At the 2010 Women’s Hockey World Cup held in Rosario, Argentina, she scored a total of seven goals which placed India in the ninth position in World Women's hockey rankings. This is India's best performance since 1978. She is the only Indian to be nominated for the FIH Women's Young Player of the Year Award, 2010. She was conferred the "Best Young Player of the Tournament" award at the Women's Hockey World Cup 2010, recognizing her stellar performance as the top field goal scorer in the tournament. She was awarded with the Arjuna award in 2016 which was like one of her dreams come true.

She was also adjudged the 'Player of the Tournament' at the 2013 Junior World Cup which India finished with a bronze medal.

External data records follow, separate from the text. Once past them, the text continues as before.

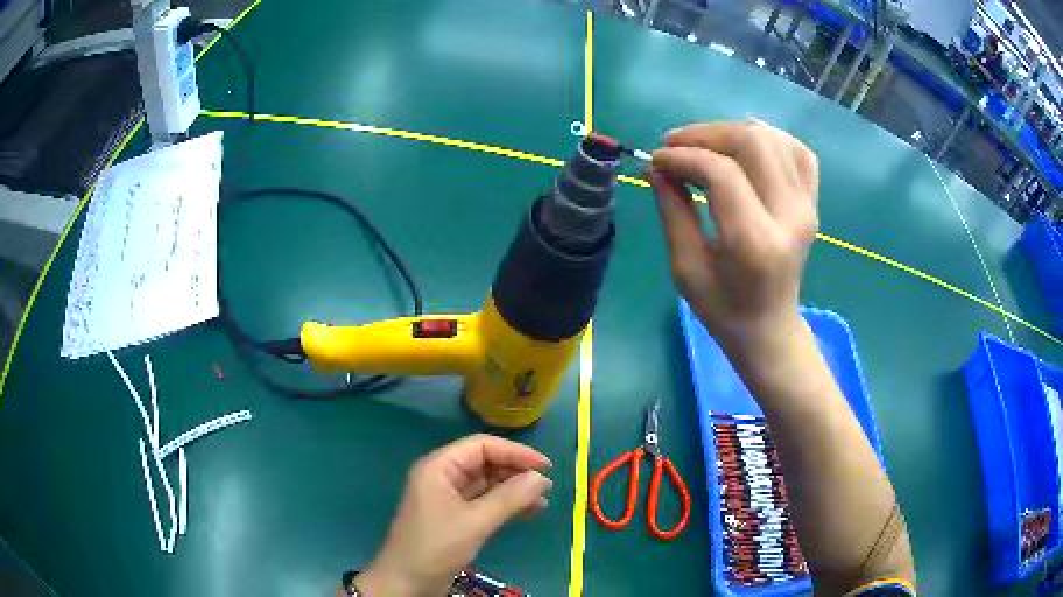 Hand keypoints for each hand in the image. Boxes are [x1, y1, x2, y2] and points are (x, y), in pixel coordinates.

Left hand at [352, 435, 552, 596]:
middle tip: (546, 486)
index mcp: (439, 467)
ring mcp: (448, 497)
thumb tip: (541, 478)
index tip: (545, 467)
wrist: (406, 583)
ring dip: (513, 490)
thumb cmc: (435, 547)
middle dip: (515, 472)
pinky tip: (528, 512)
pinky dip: (505, 505)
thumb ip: (508, 498)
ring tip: (542, 501)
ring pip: (487, 484)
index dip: (515, 453)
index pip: (481, 447)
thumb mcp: (474, 523)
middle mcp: (443, 476)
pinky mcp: (454, 517)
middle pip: (484, 463)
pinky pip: (484, 502)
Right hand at [648, 120, 818, 352]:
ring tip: (705, 146)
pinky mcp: (813, 203)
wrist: (770, 328)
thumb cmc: (722, 308)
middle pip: (753, 143)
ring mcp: (807, 207)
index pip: (721, 173)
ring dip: (733, 132)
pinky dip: (770, 138)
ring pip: (774, 139)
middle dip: (707, 134)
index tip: (656, 159)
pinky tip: (746, 148)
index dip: (683, 156)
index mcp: (755, 242)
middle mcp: (789, 217)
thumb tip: (654, 165)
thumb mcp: (685, 267)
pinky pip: (798, 152)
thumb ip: (672, 210)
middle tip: (676, 146)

She has been named for FICCI Comeback of the Year Award 2014. In 2013 Junior World Cup she made India won its first ever bronze medal at the event.

She was part of 2017 Women's Asian Cup, and they also won the title second time in 2017 at Kakamigahara in Japan, for the first time the trophy was brought in year 2004, due to this they got selected for world cup which was held in 2018.

She led the Indian women's hockey team as captain in 2018 Asian Games, where they won a silver medal and was India's flag-bearer for the closing ceremony of the games.

She worked as Assistant Coach with Sports Authority Of India.

==Awards==
- Major Dhyan Chand Khel Ratna (2020) - Highest Sporting Honour of India.